> **Your task**
Could you please reproduce every record below exactly, leaving out the pictures?

(Saved entries)
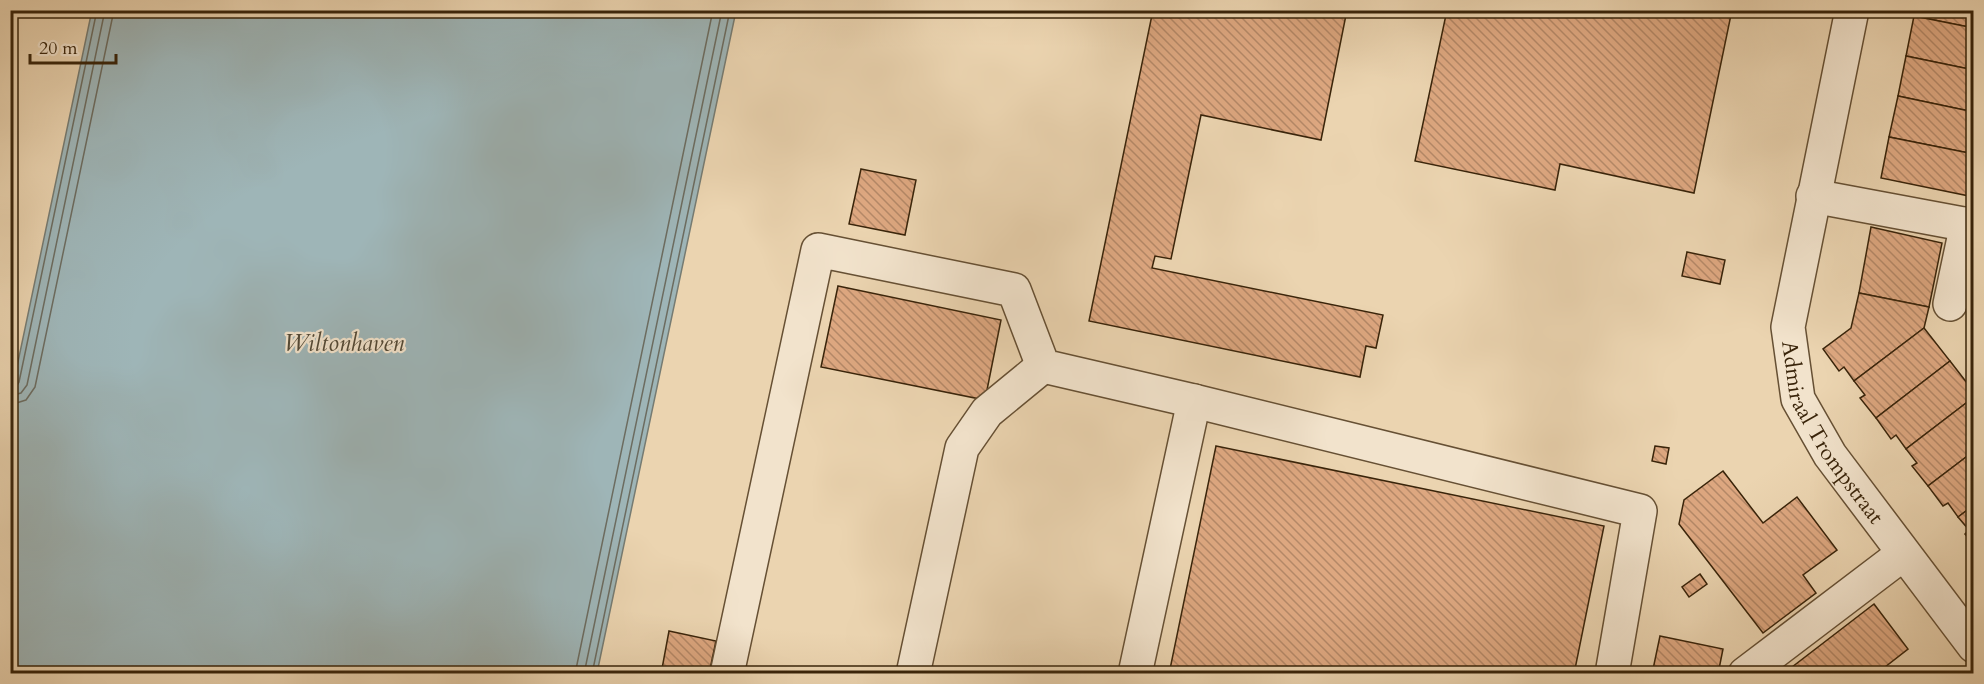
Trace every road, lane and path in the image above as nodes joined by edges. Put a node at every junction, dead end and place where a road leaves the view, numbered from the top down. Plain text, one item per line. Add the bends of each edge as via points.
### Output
1 (1852, 10) edge
2 (1813, 196) junction
3 (1970, 225) edge
4 (1950, 304) dead end
5 (1043, 366) junction
6 (1194, 401) junction
7 (1903, 554) junction
8 (1974, 646) edge
9 (727, 674) edge
10 (913, 674) edge
11 (1135, 674) edge
12 (1612, 674) edge
13 (1745, 674) edge

1 - 2 street, Admiraal Trompstraat
2 - 3 street
2 - 7 street, Admiraal Trompstraat via 1788,327 1798,399 1830,455
3 - 4 street
5 - 6 street
5 - 9 street via 1014,290 818,250
5 - 10 street via 987,412 962,448
6 - 11 street
6 - 12 street via 1640,511
7 - 8 street, Admiraal Trompstraat
7 - 13 street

> **The answer**
Trace every road, lane and path in the image above as nodes joined by edges. Put a node at every junction, dead end and place where a road leaves the view, numbered from the top down. Plain text, one item per line. Add the bends of each edge as via points.
### Output
1 (1852, 10) edge
2 (1813, 196) junction
3 (1970, 225) edge
4 (1950, 304) dead end
5 (1043, 366) junction
6 (1194, 401) junction
7 (1903, 554) junction
8 (1974, 646) edge
9 (727, 674) edge
10 (913, 674) edge
11 (1135, 674) edge
12 (1612, 674) edge
13 (1745, 674) edge

1 - 2 street, Admiraal Trompstraat
2 - 3 street
2 - 7 street, Admiraal Trompstraat via 1788,327 1798,399 1830,455
3 - 4 street
5 - 6 street
5 - 9 street via 1014,290 818,250
5 - 10 street via 987,412 962,448
6 - 11 street
6 - 12 street via 1640,511
7 - 8 street, Admiraal Trompstraat
7 - 13 street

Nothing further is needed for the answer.